§ **INFORMATION PROVIDED**:
^^^^^^^^^^^^^^^^

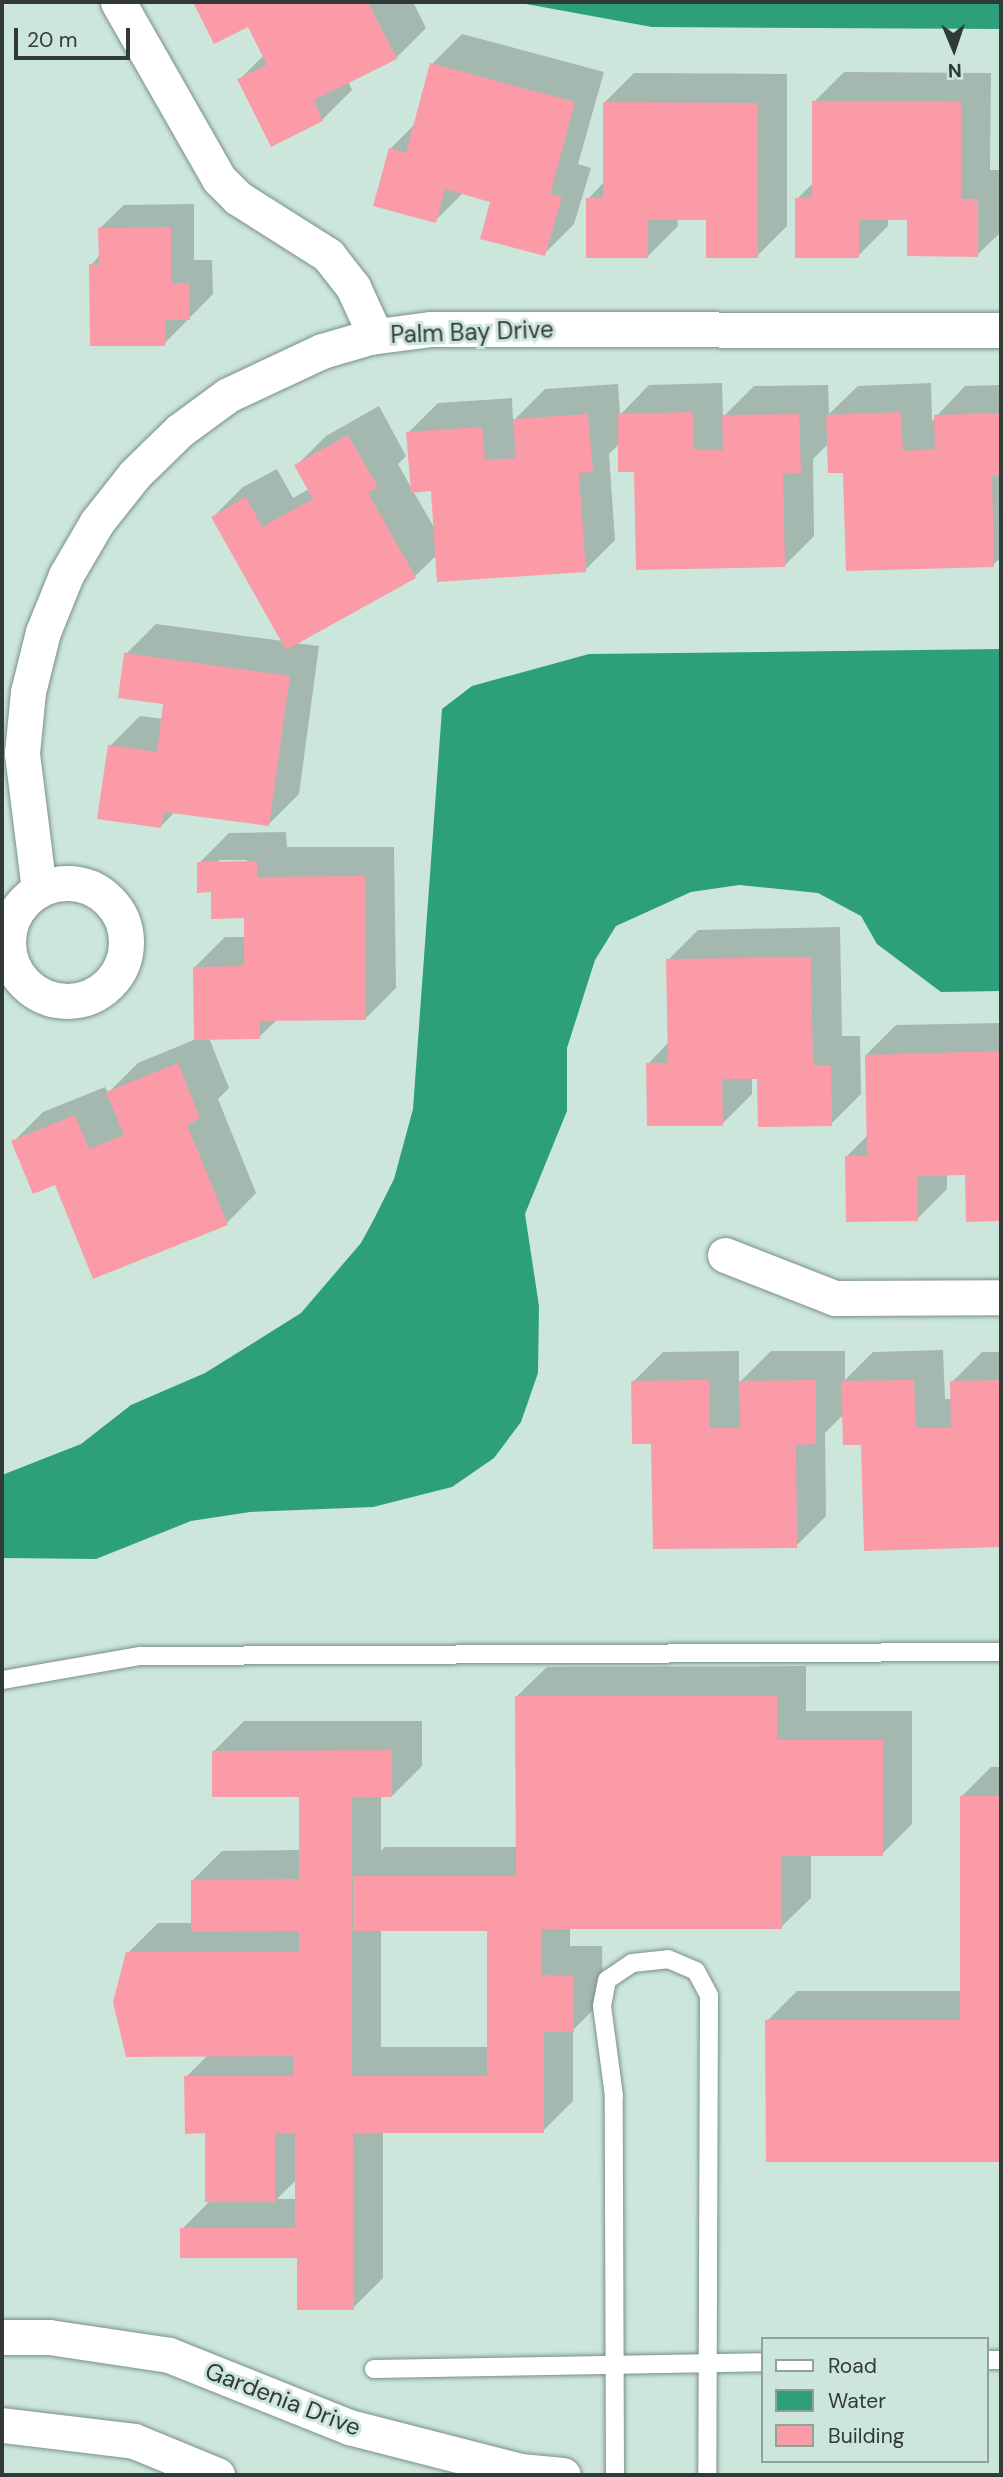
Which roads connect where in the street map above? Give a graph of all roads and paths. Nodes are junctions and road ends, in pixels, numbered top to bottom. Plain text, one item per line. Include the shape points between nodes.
1 (118, 2) edge
2 (1001, 330) edge
3 (370, 337) junction
4 (39, 890) dead end
5 (724, 1255) dead end
6 (1001, 1297) edge
7 (1001, 1653) edge
8 (2, 1680) edge
9 (2, 2337) edge
10 (762, 2362) edge
11 (615, 2363) junction
12 (707, 2363) junction
13 (374, 2369) dead end
14 (2, 2425) edge
15 (217, 2475) edge
16 (563, 2475) edge
17 (615, 2475) edge
18 (707, 2475) edge

1 - 3 street via 219,179 238,198 328,255 353,287 370,324
2 - 3 street, Palm Bay Drive via 431,329
3 - 4 street, Palm Bay Drive via 283,366 228,395 178,431 135,474 97,522 66,575 43,632 29,692 22,753
5 - 6 street via 835,1298
7 - 8 lane via 140,1656
9 - 16 street, Gardenia Drive via 49,2337 169,2355 349,2427 520,2471
10 - 12 lane
11 - 12 lane
11 - 12 lane via 614,2096 603,2006 607,1980 632,1963 668,1959 696,1971 709,1995
11 - 13 lane
11 - 17 lane
12 - 18 lane
14 - 15 street via 134,2441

^^^^^^^^^^^^^^^^

Leaving every picture out, repeat each line of the material exactly.

§ **ANSWER SECTION**:
Which roads connect where in the street map above? Give a graph of all roads and paths. Nodes are junctions and road ends, in pixels, numbered top to bottom. Plain text, one item per line. Include the shape points between nodes.
1 (118, 2) edge
2 (1001, 330) edge
3 (370, 337) junction
4 (39, 890) dead end
5 (724, 1255) dead end
6 (1001, 1297) edge
7 (1001, 1653) edge
8 (2, 1680) edge
9 (2, 2337) edge
10 (762, 2362) edge
11 (615, 2363) junction
12 (707, 2363) junction
13 (374, 2369) dead end
14 (2, 2425) edge
15 (217, 2475) edge
16 (563, 2475) edge
17 (615, 2475) edge
18 (707, 2475) edge

1 - 3 street via 219,179 238,198 328,255 353,287 370,324
2 - 3 street, Palm Bay Drive via 431,329
3 - 4 street, Palm Bay Drive via 283,366 228,395 178,431 135,474 97,522 66,575 43,632 29,692 22,753
5 - 6 street via 835,1298
7 - 8 lane via 140,1656
9 - 16 street, Gardenia Drive via 49,2337 169,2355 349,2427 520,2471
10 - 12 lane
11 - 12 lane
11 - 12 lane via 614,2096 603,2006 607,1980 632,1963 668,1959 696,1971 709,1995
11 - 13 lane
11 - 17 lane
12 - 18 lane
14 - 15 street via 134,2441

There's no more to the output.